La expiloto decidió ganarse la vida con un pequeño negocio de ventas a domicilio, que le permitiría entrar en contacto directo con multitud de jóvenes amas de casa. Se dio cuenta de que muchas de ellas estaban agobiadas por culpa de los embarazos, en muchos casos no deseados. Beate escribió un panfleto en el que describía la forma de identificar los días fértiles del ciclo menstrual. En muy poco tiempo llegó a vender decenas de miles de ejemplares. Amplió el negocio en otras ciudades.

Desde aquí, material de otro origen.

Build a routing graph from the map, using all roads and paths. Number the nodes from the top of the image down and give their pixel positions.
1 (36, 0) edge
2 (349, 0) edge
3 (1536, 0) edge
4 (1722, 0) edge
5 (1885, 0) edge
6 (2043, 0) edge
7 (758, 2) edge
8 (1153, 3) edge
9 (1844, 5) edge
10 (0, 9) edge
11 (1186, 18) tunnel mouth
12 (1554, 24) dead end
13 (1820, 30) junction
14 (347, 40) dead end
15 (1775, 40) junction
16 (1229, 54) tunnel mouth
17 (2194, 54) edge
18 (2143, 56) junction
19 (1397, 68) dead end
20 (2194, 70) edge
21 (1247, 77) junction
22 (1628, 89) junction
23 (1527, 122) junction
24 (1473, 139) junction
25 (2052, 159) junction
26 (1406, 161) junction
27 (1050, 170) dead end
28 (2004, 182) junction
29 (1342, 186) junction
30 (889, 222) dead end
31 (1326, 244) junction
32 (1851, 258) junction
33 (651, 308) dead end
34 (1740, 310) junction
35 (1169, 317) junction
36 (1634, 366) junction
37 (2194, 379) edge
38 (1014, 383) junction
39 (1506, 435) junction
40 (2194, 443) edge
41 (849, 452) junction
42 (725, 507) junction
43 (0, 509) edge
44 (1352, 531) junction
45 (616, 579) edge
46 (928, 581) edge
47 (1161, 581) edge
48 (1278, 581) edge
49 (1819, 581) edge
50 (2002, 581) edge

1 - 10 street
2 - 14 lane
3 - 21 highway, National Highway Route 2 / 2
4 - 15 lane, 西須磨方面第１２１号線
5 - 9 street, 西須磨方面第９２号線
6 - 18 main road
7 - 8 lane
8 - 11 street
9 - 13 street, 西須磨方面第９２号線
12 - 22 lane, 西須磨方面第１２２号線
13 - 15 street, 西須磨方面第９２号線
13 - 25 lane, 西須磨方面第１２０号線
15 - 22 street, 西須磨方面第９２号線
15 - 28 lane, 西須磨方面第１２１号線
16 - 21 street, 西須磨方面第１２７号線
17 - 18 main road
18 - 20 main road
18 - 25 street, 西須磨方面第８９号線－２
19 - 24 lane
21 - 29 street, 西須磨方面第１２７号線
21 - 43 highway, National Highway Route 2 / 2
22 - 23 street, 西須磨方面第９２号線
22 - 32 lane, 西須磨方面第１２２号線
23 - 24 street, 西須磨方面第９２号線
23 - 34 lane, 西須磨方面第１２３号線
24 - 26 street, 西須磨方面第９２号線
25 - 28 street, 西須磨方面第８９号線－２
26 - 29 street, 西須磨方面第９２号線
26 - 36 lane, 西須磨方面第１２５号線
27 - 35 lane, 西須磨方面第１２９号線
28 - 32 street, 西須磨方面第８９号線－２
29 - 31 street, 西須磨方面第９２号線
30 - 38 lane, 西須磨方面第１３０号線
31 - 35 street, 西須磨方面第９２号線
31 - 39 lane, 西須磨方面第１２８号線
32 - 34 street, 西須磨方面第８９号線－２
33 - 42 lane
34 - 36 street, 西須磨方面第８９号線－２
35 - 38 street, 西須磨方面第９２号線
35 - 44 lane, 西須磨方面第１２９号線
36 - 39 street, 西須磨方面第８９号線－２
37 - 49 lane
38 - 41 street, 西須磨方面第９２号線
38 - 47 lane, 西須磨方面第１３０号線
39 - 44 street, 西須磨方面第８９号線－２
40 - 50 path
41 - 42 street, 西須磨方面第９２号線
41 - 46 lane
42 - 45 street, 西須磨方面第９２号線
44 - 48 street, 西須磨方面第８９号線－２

La joven emprendedora montó una empresa que enviaba a domicilio libros, preservativos, y otros productos, para facilitar el desarrollo de una vida sexual plena y satisfactoria; en 1951, su compañía contaba con cuatro empleados. En los años que siguieron su empresa creció de forma espectacular. En 1962 abrió la primera tienda de productos sexuales. Tuvo que luchar contra las facciones más conservadoras de su país, que en muchos casos tan solo defendían intereses económicos, y soportar el rechazo de organizaciones financieras y clubes sociales alemanes que se negaron a trabajar con ella y aceptarla. Sin embargo, a finales del siglo pasado, su empresa, la Beate Uhse AG, cotizaba en bolsa y el mundo de las finanzas la consideraba como uno de los valores más atractivos del mercado financiero.

Carl Clemens Bücker falleció en Alemania en 1976 y Beate Uhse en Suiza el año 2001, pero los sex shop de la aviadora y el biplano del piloto de la Gran Guerra, siguen vivos, aunque ahora a las Bücker ya no se las vea en los caseríos tomando el sol con el ganado.